EXERCISE DETAILS - List each line of the data that holds the string "Point", please.
****************
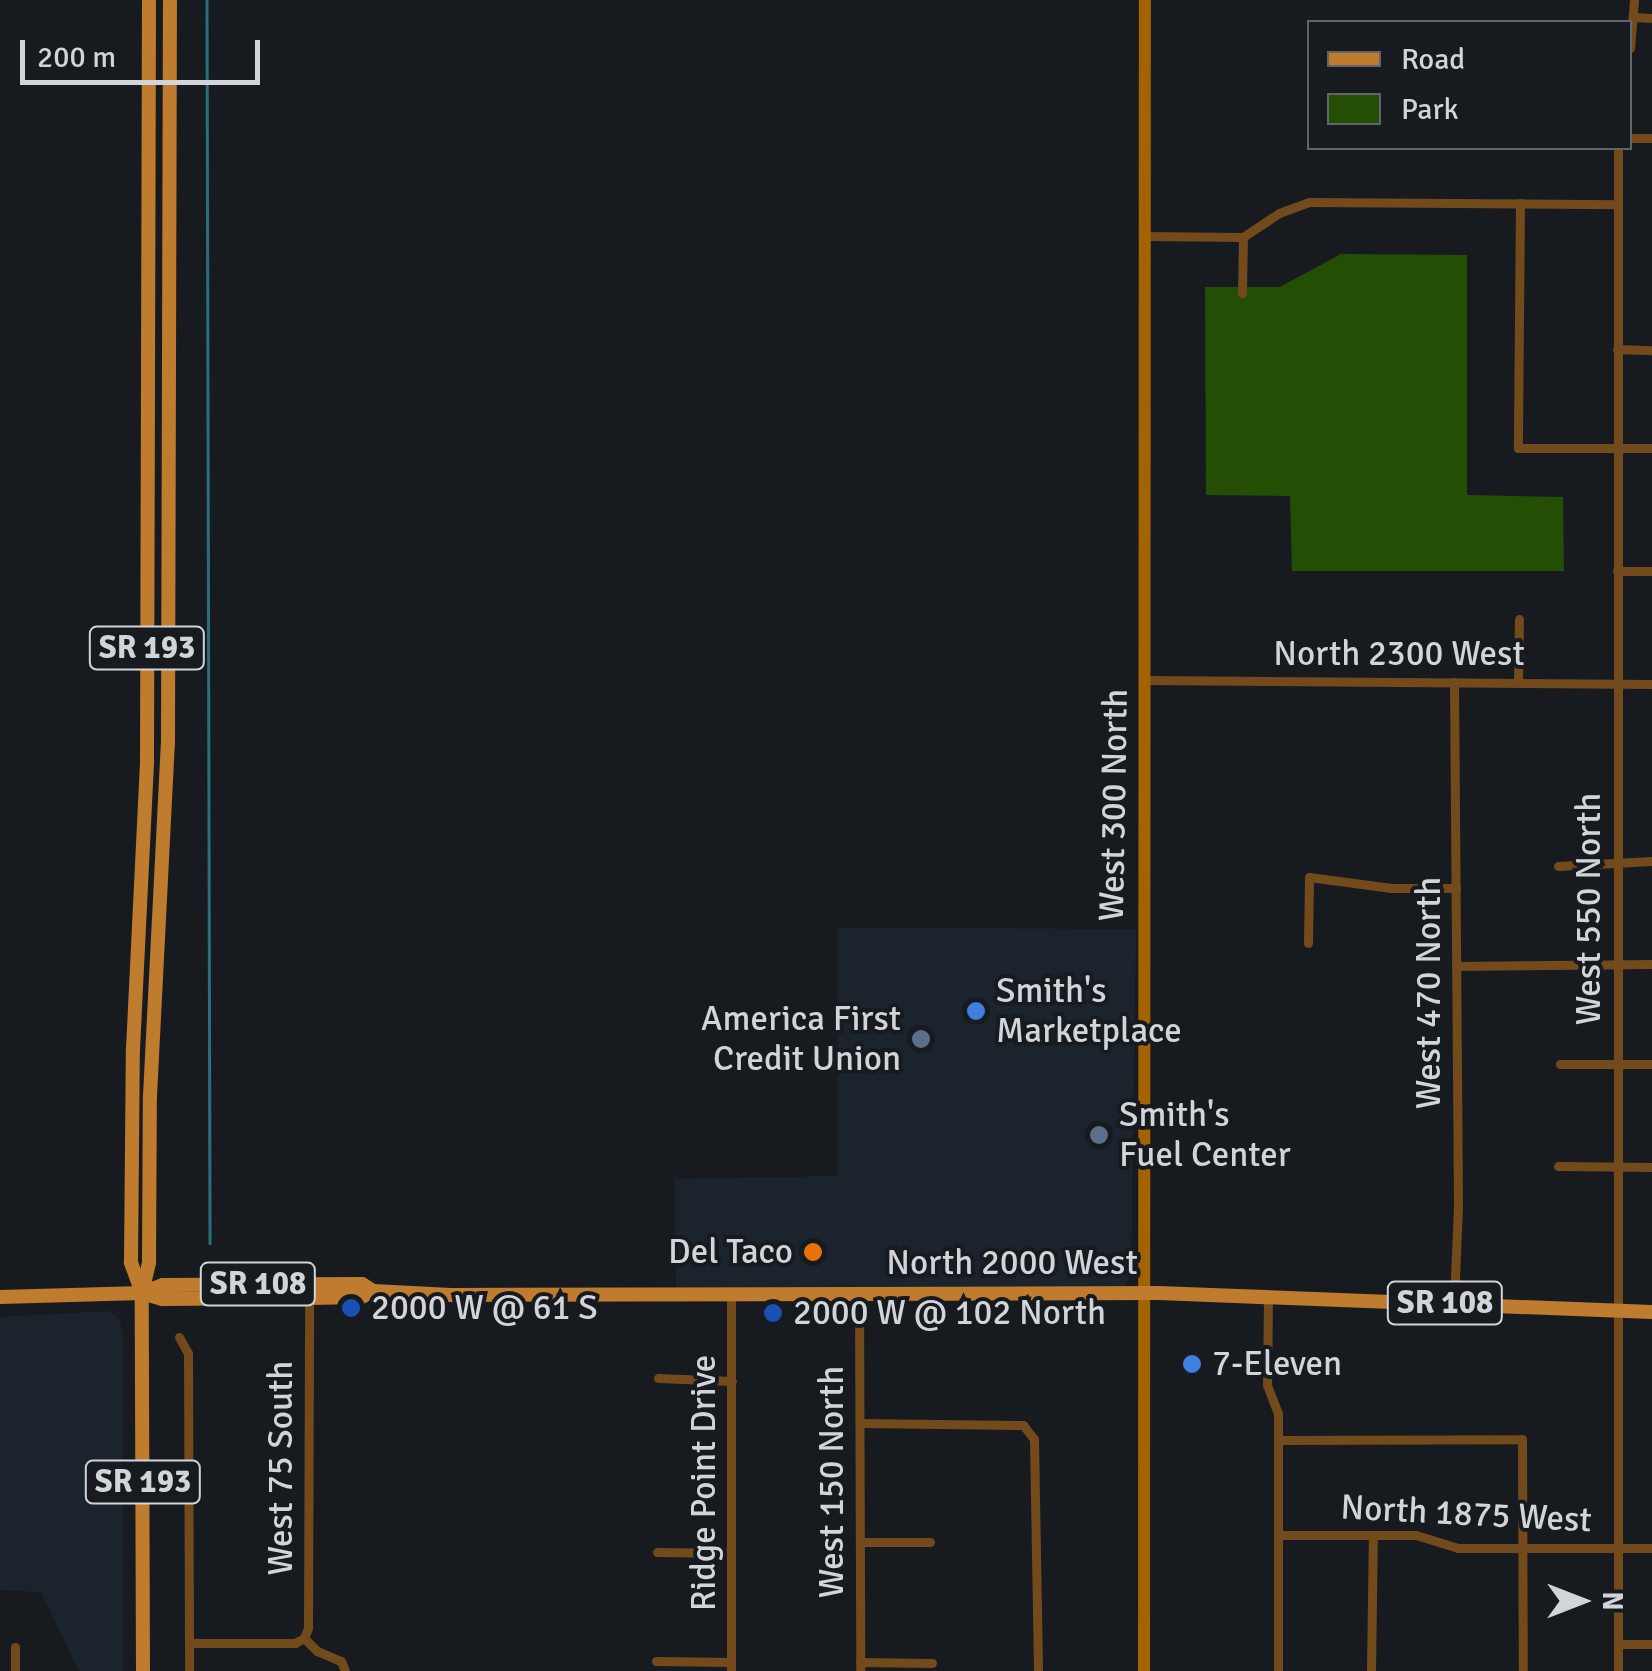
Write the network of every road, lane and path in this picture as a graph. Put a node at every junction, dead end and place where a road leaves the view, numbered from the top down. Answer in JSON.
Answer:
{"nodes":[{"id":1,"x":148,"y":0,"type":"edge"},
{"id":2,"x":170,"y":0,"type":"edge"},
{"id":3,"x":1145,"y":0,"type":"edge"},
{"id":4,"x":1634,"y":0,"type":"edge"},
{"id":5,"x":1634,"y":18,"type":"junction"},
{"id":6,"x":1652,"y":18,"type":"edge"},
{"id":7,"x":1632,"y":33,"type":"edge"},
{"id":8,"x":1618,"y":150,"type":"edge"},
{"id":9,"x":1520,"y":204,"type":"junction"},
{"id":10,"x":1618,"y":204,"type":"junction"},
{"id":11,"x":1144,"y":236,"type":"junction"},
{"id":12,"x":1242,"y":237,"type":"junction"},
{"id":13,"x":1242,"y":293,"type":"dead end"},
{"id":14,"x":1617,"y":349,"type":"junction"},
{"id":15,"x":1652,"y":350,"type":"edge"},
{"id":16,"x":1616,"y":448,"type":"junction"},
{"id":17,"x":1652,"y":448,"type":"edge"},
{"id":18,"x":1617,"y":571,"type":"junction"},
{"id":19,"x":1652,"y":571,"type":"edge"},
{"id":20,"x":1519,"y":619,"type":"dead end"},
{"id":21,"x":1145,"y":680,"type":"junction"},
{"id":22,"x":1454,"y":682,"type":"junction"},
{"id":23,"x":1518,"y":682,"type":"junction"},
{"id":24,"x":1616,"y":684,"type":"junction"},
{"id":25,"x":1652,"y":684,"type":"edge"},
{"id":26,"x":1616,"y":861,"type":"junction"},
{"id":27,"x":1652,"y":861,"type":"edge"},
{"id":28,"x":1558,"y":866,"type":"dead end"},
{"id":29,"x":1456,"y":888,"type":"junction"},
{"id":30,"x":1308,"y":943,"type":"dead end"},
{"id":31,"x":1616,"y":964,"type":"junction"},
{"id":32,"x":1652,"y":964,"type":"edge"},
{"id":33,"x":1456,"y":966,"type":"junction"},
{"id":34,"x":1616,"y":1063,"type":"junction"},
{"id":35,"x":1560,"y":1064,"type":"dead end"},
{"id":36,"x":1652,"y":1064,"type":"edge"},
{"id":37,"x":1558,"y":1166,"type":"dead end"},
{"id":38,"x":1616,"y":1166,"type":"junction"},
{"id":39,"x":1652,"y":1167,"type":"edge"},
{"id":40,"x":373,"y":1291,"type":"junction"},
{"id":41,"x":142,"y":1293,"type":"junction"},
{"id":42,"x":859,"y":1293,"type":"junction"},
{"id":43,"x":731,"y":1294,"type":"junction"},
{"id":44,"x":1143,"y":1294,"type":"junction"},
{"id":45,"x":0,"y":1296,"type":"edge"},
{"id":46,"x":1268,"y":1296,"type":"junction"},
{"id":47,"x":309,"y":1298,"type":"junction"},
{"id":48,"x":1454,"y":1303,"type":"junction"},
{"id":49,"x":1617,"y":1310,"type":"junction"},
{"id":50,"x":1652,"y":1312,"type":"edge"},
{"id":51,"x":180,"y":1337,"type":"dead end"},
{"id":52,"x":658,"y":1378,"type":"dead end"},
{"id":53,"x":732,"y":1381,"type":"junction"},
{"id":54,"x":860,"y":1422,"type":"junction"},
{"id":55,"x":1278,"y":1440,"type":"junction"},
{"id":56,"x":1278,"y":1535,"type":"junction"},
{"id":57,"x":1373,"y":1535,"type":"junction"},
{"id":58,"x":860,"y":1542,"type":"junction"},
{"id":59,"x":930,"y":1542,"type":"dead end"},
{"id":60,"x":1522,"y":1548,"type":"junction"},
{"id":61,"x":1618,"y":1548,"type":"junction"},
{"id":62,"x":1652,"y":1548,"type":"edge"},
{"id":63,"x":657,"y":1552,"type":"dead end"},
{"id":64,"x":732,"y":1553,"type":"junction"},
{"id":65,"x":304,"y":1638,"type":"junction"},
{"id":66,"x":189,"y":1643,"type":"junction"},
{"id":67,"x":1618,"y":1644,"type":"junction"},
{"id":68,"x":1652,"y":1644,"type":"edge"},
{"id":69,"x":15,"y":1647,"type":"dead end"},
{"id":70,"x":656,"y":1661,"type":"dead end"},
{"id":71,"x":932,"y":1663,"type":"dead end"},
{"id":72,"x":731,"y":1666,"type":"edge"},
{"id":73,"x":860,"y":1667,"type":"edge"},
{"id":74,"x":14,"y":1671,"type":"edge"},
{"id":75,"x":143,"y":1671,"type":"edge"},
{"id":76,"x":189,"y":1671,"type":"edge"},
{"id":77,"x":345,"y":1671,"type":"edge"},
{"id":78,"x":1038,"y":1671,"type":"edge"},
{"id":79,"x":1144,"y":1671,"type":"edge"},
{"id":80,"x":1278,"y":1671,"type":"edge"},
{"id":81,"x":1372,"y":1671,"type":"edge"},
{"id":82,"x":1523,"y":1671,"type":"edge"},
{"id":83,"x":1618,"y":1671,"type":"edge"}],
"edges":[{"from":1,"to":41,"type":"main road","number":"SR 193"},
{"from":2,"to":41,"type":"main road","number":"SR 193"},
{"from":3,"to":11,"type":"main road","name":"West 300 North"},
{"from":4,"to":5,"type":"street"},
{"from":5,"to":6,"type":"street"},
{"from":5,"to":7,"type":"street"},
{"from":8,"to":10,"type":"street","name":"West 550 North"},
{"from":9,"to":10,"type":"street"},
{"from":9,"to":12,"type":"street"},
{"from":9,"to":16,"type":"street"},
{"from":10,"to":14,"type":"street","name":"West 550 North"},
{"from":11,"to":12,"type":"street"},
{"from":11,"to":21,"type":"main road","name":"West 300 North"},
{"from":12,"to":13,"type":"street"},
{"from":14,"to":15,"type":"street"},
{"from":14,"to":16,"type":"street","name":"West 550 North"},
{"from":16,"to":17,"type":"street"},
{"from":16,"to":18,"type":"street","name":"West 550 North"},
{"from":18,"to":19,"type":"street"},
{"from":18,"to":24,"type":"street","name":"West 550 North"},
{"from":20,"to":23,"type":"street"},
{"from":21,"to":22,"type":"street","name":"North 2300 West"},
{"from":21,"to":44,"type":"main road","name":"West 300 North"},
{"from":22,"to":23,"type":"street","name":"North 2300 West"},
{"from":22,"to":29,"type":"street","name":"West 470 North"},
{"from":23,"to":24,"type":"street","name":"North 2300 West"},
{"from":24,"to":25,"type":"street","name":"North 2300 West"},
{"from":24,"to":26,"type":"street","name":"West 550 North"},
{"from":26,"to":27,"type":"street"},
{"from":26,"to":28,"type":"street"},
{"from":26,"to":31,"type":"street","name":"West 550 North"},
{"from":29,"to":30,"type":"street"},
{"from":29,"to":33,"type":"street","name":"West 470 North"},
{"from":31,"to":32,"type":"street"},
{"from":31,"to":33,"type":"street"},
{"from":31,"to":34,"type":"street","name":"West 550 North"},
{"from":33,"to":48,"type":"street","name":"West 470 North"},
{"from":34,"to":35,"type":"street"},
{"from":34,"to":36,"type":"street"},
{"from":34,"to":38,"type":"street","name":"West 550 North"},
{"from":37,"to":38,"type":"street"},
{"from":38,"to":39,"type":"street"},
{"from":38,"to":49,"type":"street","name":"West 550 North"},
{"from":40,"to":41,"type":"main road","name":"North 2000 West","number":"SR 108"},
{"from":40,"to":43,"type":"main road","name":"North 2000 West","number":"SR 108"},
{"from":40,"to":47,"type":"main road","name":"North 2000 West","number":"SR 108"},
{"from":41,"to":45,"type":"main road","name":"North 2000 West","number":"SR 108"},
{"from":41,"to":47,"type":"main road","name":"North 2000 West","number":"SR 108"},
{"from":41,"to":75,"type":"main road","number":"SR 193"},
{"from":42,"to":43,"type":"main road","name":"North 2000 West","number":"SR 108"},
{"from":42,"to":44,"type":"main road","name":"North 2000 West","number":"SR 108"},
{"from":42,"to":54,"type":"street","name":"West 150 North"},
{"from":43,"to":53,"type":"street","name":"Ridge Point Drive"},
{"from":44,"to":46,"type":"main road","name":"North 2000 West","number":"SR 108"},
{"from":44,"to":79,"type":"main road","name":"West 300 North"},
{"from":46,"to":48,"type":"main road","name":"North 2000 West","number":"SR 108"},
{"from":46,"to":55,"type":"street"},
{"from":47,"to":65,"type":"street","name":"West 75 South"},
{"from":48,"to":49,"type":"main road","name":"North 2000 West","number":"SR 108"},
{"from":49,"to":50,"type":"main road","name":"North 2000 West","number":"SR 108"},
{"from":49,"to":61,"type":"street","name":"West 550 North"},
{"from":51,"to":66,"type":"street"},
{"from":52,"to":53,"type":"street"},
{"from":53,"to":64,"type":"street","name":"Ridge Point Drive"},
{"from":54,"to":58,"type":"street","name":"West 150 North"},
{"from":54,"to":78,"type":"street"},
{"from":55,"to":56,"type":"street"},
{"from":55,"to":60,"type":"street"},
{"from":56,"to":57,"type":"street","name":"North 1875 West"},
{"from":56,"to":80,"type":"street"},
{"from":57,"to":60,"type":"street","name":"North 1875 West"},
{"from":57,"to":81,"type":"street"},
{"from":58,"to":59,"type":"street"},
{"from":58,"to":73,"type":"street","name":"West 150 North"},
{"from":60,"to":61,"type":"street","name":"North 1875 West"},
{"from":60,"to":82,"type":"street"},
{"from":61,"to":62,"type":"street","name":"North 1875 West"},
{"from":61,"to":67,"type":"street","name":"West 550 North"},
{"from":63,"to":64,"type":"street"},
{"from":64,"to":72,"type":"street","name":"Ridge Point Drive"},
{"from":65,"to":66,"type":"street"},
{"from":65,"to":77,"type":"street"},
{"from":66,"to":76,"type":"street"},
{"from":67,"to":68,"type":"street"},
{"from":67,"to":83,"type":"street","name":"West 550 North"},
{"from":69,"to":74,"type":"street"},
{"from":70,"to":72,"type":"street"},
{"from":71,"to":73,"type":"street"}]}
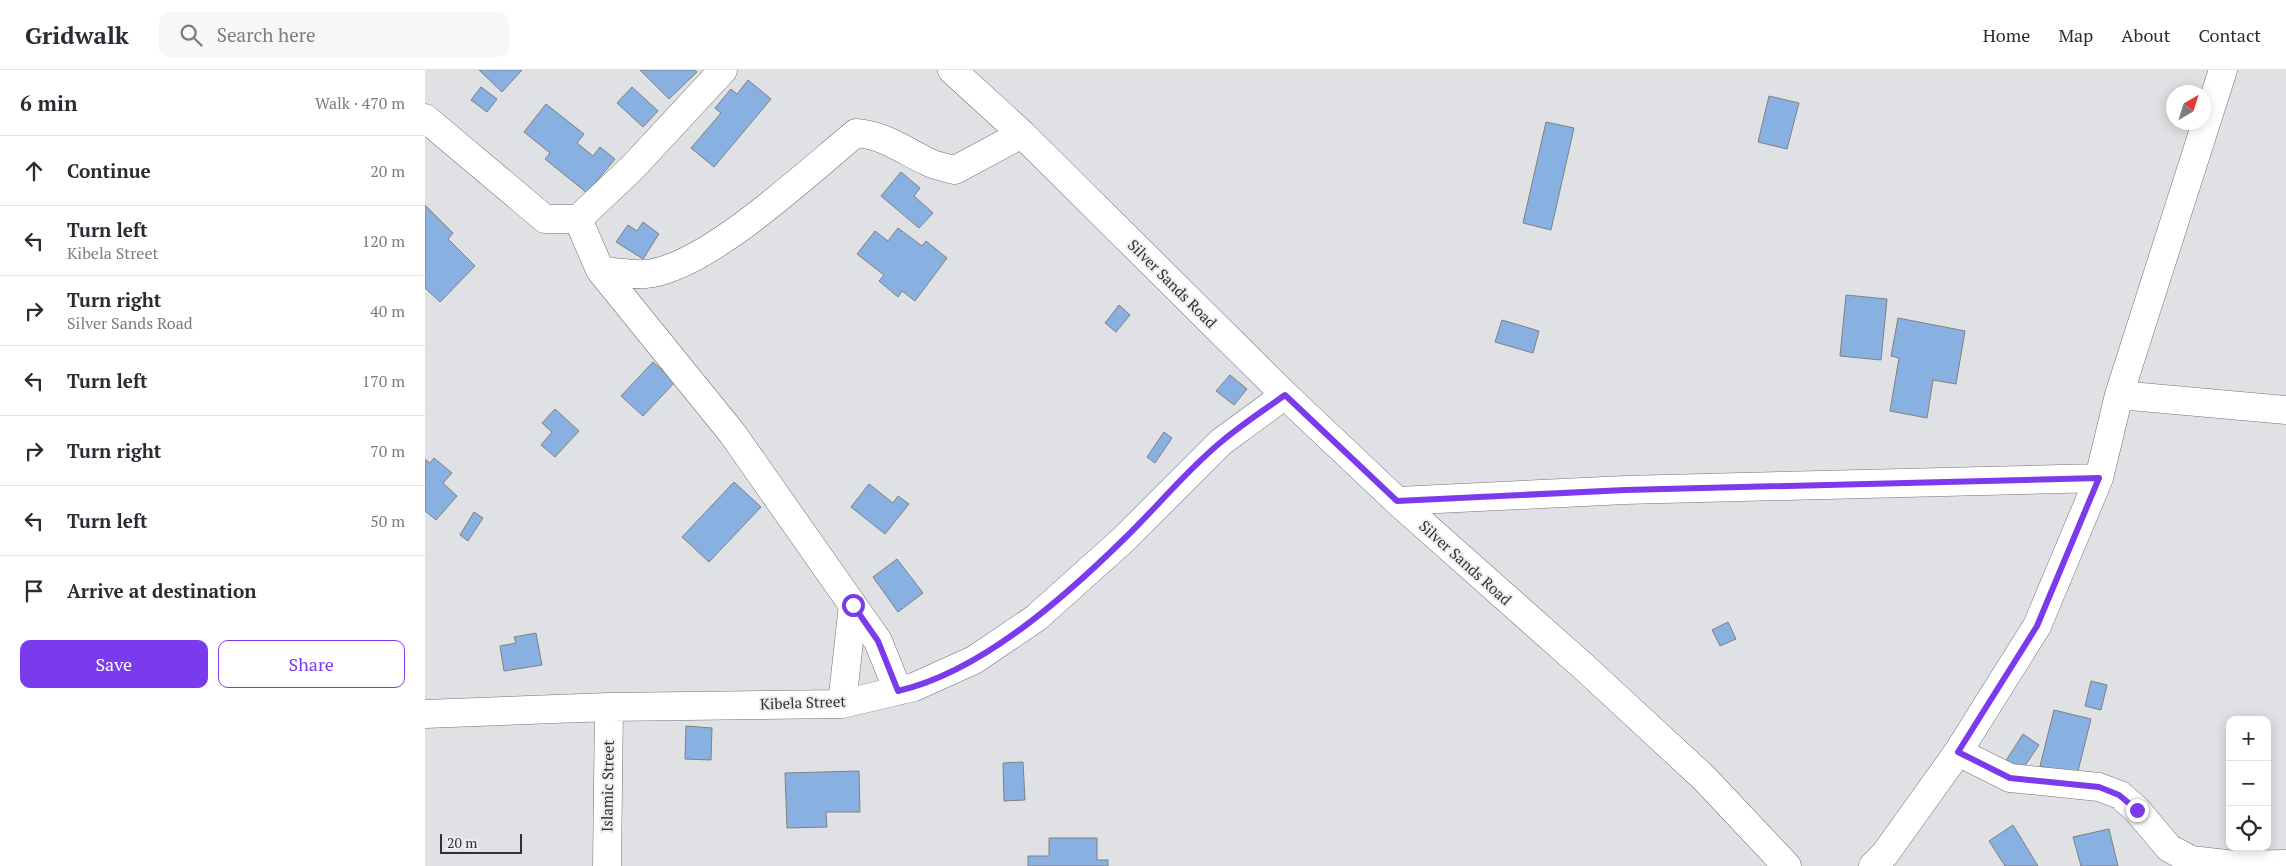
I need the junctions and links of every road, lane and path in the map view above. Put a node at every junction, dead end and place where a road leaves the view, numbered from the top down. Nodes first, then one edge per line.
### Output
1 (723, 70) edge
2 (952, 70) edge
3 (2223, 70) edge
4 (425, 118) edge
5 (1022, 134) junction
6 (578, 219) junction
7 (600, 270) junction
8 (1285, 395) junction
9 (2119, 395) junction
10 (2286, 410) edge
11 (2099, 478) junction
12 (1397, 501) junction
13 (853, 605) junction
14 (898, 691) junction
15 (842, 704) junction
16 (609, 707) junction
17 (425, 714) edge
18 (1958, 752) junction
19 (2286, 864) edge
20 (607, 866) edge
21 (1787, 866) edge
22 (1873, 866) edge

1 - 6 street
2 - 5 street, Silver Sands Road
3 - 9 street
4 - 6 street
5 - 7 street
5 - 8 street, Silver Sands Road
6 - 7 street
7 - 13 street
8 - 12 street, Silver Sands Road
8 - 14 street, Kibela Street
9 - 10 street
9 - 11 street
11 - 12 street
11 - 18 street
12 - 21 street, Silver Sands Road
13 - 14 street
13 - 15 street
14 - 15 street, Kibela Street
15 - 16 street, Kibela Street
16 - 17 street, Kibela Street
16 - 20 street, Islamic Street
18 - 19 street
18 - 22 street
****************
WRITTEN SOLUTION -
{"from":43,"to":53,"type":"street","name":"Ridge Point Drive"},
{"from":53,"to":64,"type":"street","name":"Ridge Point Drive"},
{"from":64,"to":72,"type":"street","name":"Ridge Point Drive"},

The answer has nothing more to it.